I realized last night when I was thinking about French cuisine, that I remembered only one actual recipe, probably because I made it more than once, and that was Boeuf Bourguignon. Now, I am not counting the recipes for sauces: bechamel, veloute, brun, demi-glace, tomato, and hollandaise along with many of their derivatives, are indelibly imprinted on my memory. I am talking about recipes for specific dishes. (Wait, wait–I have another actual recipe committed to memory, again, from making it multiple times–Creme Brulee, though in truth, it is debatable over whether or not this dessert is of British or French origin.)

What I do remember of French cuisine, and this is the important part–is the techniques.

French cuisine, especially as it is practiced in restaurants, is all about correct, precise technique. And once these techniques–of cutting, of sauce making, of braising, roasting, of sauteing–are mastered, one can apply them to any collection of ingredients and produce a dish which may not be French in a traditional sense, but will certainly be French in character and spirit.

That is the true glory of French cuisine, at least in my eyes–the techniques that are used in its production can be used in the creation of any dish from any cuisine and you will almost always get an excellent result. (Chinese cuisines are also technique-based and as such, these techniques can be used in other cuisines to produce a superior dish as well. French and Chinese cuisines are like the Western and Eastern pillars of grand food culture in the world.)

So, now we come to the topic of the day–Poulet Roti–or as we say in English, Roast Chicken.

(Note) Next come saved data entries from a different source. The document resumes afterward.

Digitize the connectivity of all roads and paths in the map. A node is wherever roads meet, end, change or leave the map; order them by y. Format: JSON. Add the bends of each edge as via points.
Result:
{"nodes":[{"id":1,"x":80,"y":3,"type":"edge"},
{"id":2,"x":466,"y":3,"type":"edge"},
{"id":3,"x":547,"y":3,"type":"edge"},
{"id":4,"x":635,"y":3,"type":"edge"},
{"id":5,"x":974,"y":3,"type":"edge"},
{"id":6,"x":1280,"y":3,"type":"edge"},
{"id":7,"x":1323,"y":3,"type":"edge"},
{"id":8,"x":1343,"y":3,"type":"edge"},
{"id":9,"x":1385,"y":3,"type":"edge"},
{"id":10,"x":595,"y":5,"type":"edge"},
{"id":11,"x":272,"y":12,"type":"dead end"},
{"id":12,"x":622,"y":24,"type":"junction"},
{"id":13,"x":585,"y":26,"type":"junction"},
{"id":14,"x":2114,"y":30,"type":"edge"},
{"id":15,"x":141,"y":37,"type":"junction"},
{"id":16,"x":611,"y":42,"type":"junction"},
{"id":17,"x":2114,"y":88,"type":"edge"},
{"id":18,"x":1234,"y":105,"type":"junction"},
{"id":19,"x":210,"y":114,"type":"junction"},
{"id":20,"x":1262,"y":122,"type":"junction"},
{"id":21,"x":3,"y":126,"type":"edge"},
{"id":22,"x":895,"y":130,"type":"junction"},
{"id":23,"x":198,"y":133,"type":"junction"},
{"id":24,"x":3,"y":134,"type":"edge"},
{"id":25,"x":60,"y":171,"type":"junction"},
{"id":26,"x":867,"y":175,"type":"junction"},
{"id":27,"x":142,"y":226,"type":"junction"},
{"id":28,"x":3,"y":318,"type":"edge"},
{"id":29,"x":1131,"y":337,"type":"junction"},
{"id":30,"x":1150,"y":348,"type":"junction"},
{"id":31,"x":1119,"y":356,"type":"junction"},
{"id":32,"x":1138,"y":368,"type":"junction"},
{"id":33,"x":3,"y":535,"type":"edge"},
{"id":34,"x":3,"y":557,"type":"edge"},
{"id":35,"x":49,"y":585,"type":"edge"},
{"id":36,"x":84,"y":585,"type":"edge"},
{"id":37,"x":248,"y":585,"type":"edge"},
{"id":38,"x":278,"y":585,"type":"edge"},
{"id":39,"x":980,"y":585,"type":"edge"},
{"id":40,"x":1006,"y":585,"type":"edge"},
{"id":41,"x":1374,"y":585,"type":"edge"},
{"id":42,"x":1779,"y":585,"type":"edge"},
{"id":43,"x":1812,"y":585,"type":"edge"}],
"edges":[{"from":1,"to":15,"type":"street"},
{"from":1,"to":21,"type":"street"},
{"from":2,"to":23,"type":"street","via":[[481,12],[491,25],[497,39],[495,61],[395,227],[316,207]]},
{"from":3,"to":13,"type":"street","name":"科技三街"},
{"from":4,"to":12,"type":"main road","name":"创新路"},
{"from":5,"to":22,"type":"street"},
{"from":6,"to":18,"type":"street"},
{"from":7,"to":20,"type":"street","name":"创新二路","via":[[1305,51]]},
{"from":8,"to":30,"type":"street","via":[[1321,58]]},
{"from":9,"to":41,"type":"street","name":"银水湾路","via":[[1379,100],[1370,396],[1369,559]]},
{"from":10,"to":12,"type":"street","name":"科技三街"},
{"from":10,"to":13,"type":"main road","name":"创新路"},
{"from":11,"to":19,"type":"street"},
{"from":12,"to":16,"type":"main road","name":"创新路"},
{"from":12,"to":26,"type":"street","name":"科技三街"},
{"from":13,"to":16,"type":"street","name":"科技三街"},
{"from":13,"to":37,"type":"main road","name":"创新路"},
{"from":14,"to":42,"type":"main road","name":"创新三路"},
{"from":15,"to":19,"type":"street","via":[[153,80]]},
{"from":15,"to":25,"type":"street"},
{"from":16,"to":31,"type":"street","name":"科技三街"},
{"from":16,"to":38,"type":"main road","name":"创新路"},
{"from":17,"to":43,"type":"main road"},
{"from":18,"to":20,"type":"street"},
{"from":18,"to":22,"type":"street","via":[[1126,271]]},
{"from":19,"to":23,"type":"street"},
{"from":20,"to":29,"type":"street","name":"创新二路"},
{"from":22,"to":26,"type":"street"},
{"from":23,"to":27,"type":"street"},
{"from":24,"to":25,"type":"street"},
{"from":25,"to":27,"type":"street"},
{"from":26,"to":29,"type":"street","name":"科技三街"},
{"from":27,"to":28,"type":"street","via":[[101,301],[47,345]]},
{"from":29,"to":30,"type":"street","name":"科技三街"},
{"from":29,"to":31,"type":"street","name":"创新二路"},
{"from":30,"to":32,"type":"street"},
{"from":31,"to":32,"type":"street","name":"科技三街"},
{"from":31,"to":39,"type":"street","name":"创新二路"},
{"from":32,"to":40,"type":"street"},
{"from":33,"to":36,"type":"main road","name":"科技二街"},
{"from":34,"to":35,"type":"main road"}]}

This is one of the most basic dishes in any sort of European-based cookery, and is one of the dishes I think that anyone, even a complete kitchen novice can learn and quickly master. (Anthony Bourdain says that if you can’t make a decent roast chicken, “you are one helpless, hopeless. sorry-ass bivalve in an apron.” I don’t think I would put it so harshly, because the fact is, very few people are taught any of the good techniques for roasting chicken in the United States. No, you don’t just stick in the oven.)

And once it is mastered, Roast Chicken is extremely versatile. You can make pan sauces for it, gravies, or you can baste it in cream and wine, then reduce that into a sauce with sauteed mushrooms. You can serve it hot or cold and you can use leftovers for panini sandwiches or salad.

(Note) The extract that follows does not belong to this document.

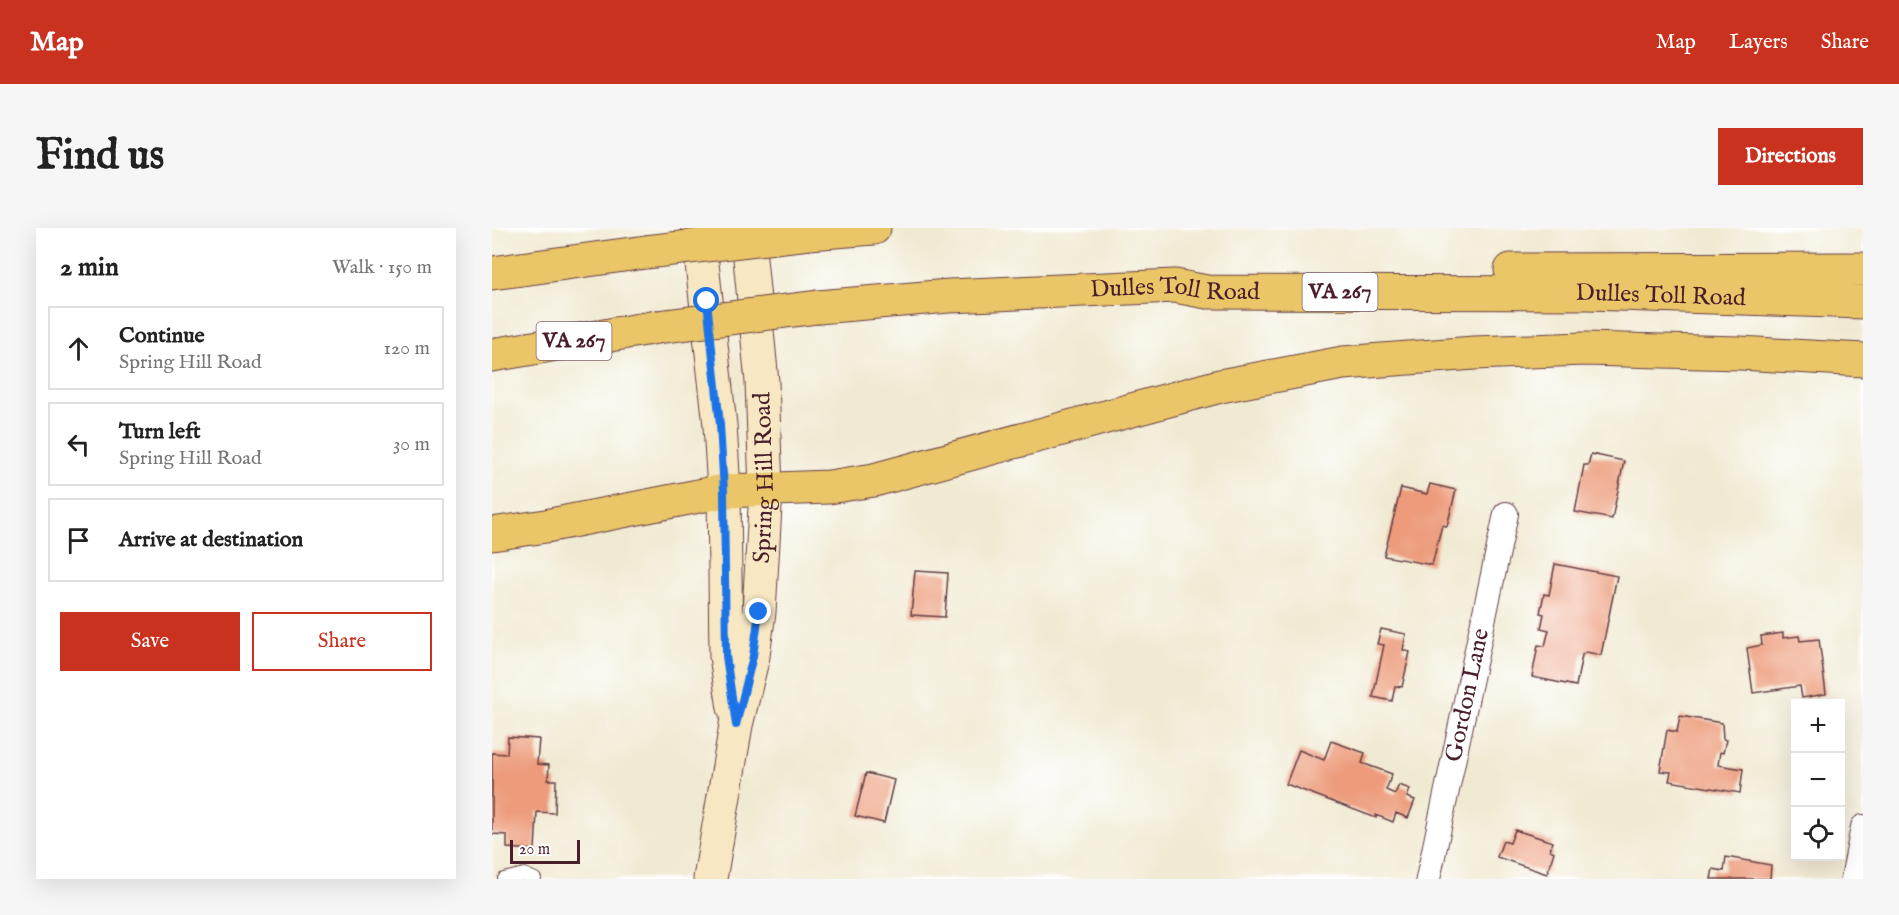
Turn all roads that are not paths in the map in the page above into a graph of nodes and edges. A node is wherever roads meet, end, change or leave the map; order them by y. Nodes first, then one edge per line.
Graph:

Now that I have said all of that, the truth is, there is no one “right” way to roast a chicken! I have my way to do it, Bourdain has his, and Julia Child has hers. And every other good chef and cook has their method. Some folks truss the birds up like Bettie Page (as Bourdain would say), while others slit the skin of the bird and tuck the legs in the flaps as a sort of self-trussing method. Some folks lay the bird down in a roasting pan on the top of a bunch of tasty vegetables which get to roast in the flavorful chicken juices. Other folks set the chicken on a rack of some sort, and scatter vegetables around the rack. Some baste in stock, some in wine, some in butter. Some stuff their birds with elaborate dressings, while others just stick aromatics inside, while others just leave the cavity empty.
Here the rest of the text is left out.